Directions for this task => Reproduce each entry below exactly as it appears.

(Stored data)
== Segment start ==

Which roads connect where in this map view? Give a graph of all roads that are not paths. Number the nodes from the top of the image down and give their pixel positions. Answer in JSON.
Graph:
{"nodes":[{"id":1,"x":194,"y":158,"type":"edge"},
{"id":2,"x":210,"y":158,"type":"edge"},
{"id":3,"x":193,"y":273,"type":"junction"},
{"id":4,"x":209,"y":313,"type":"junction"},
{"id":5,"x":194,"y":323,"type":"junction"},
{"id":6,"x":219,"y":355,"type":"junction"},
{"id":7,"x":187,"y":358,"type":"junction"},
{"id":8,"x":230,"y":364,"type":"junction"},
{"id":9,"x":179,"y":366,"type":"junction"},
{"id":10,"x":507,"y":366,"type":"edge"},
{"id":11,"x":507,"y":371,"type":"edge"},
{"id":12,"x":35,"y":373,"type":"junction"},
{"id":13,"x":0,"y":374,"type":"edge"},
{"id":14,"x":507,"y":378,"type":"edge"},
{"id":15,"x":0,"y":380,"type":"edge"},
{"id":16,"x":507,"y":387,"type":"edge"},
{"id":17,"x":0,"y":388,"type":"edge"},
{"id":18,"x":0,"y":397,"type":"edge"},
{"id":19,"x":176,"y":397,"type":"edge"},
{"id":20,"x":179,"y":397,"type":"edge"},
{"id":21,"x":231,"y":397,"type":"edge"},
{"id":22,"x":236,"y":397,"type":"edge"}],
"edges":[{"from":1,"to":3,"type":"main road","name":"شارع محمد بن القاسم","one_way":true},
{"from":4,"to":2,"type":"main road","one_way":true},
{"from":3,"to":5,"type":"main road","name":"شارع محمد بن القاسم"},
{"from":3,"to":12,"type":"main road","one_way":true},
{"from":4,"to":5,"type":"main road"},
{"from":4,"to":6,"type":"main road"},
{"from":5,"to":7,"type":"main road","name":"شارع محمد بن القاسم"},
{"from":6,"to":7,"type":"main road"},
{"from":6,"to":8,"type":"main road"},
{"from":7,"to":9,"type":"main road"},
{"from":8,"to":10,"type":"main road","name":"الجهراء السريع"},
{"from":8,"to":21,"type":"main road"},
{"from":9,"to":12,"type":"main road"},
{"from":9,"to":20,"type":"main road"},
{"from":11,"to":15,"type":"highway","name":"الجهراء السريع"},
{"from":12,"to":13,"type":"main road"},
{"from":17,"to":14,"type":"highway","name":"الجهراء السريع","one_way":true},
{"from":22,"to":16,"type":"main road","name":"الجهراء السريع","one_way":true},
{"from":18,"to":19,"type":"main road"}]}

== Segment end ==

Written response =>
Which roads connect where in this map view? Give a graph of all roads that are not paths. Number the nodes from the top of the image down and give their pixel positions. Answer in JSON.
Graph:
{"nodes":[{"id":1,"x":194,"y":158,"type":"edge"},
{"id":2,"x":210,"y":158,"type":"edge"},
{"id":3,"x":193,"y":273,"type":"junction"},
{"id":4,"x":209,"y":313,"type":"junction"},
{"id":5,"x":194,"y":323,"type":"junction"},
{"id":6,"x":219,"y":355,"type":"junction"},
{"id":7,"x":187,"y":358,"type":"junction"},
{"id":8,"x":230,"y":364,"type":"junction"},
{"id":9,"x":179,"y":366,"type":"junction"},
{"id":10,"x":507,"y":366,"type":"edge"},
{"id":11,"x":507,"y":371,"type":"edge"},
{"id":12,"x":35,"y":373,"type":"junction"},
{"id":13,"x":0,"y":374,"type":"edge"},
{"id":14,"x":507,"y":378,"type":"edge"},
{"id":15,"x":0,"y":380,"type":"edge"},
{"id":16,"x":507,"y":387,"type":"edge"},
{"id":17,"x":0,"y":388,"type":"edge"},
{"id":18,"x":0,"y":397,"type":"edge"},
{"id":19,"x":176,"y":397,"type":"edge"},
{"id":20,"x":179,"y":397,"type":"edge"},
{"id":21,"x":231,"y":397,"type":"edge"},
{"id":22,"x":236,"y":397,"type":"edge"}],
"edges":[{"from":1,"to":3,"type":"main road","name":"شارع محمد بن القاسم","one_way":true},
{"from":4,"to":2,"type":"main road","one_way":true},
{"from":3,"to":5,"type":"main road","name":"شارع محمد بن القاسم"},
{"from":3,"to":12,"type":"main road","one_way":true},
{"from":4,"to":5,"type":"main road"},
{"from":4,"to":6,"type":"main road"},
{"from":5,"to":7,"type":"main road","name":"شارع محمد بن القاسم"},
{"from":6,"to":7,"type":"main road"},
{"from":6,"to":8,"type":"main road"},
{"from":7,"to":9,"type":"main road"},
{"from":8,"to":10,"type":"main road","name":"الجهراء السريع"},
{"from":8,"to":21,"type":"main road"},
{"from":9,"to":12,"type":"main road"},
{"from":9,"to":20,"type":"main road"},
{"from":11,"to":15,"type":"highway","name":"الجهراء السريع"},
{"from":12,"to":13,"type":"main road"},
{"from":17,"to":14,"type":"highway","name":"الجهراء السريع","one_way":true},
{"from":22,"to":16,"type":"main road","name":"الجهراء السريع","one_way":true},
{"from":18,"to":19,"type":"main road"}]}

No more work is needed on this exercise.